As to how we can take action, Aurelia offered, “There are many threads we can unravel. First, a greater dialogue about what mining means. We still see the miner from the great mining struggle of the ‘70s, ‘80s, and even the ‘90s, but now we no longer know how that sector is composed. When we talk about illegal mining, we're talking about criminals, about private entrepreneurs who are taking advantage of regulations, about private transnational companies that are operating here in the country camouflaged as the mining sector. So, first, it's necessary to talk about what the mining sector is today and what it represents. We ask if there is a real intention, today, to lift the country out of poverty or rather, is there a process of capitalist bureaucratization of the mining sector? The second is to talk about what areas we are willing to sacrifice in the country and why we are going to sacrifice them. And the third is to talk about how we are paying for mining with the bodies of children and women, because we don't have health centers that investigate the consequences of mining pollution. We must begin to talk about these three things and then talk about other topics.”

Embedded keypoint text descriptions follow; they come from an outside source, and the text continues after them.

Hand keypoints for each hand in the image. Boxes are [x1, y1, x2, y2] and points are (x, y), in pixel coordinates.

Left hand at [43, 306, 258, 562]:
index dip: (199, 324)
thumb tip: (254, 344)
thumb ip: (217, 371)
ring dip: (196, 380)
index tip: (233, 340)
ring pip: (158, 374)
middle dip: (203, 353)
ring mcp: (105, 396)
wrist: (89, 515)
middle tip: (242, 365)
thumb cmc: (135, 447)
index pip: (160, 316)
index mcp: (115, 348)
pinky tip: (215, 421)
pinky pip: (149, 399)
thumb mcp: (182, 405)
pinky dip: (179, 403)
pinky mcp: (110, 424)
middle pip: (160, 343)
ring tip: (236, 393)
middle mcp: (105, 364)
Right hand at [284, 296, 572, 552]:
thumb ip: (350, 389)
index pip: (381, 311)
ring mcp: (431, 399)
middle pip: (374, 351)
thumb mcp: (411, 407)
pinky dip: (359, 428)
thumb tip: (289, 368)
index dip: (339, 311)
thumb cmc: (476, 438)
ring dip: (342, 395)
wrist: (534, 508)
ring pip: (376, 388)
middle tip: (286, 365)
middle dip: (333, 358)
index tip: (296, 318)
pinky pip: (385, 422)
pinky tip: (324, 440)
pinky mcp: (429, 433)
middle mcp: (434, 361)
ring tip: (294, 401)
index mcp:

We recognize ourselves in these urgent and necessary encounters with territories, communities, and people who struggle, resist, and exist in their spaces. From there, they nurture and defend life, water, land, and forests, and show us other paths that gradually build the horizon of bien vivir: a harmonious existence with and among Indigenous Peoples and Nations alongside our Mother Earth.
We conclude with the words of Mary Luz from the Totoral Chico community of the Ayllu Acre Antequera: “Our parents died with that dream of living in freedom, of living a peaceful and dignified life. It hasn't happened [yet], but we will not falter. Rather, we will stand strong, even firmer, until the end. May our voice echo and be heard in Bolivia and throughout the world, saying that we will not falter.”
In 2024, Wayna Tambo – Diversity Network was supported by the Indigenous Community Media Fund, which provides opportunities for international Indigenous radio stations to strengthen their infrastructure and broadcast systems and creates training opportunities in journalism, broadcasting, audio editing, technical skills, and more for radio journalists from Indigenous communities around the world. In 2024, the Indigenous Community Media Fund supported diverse communities with 57 grants totaling $480,000 to Indigenous community media outlets in 25 countries across the Americas, Africa, and Asia, including Argentina, Bangladesh, Bolivia, Botswana, Brazil, Chile, Ecuador, Colombia, the Democratic Republic of Congo, El Salvador, Guatemala, India, Kenya, Mexico, Nepal, Nigeria, Peru, the Philippines, Senegal, South Africa, Tanzania, the United States, Venezuela, and Zimbabwe.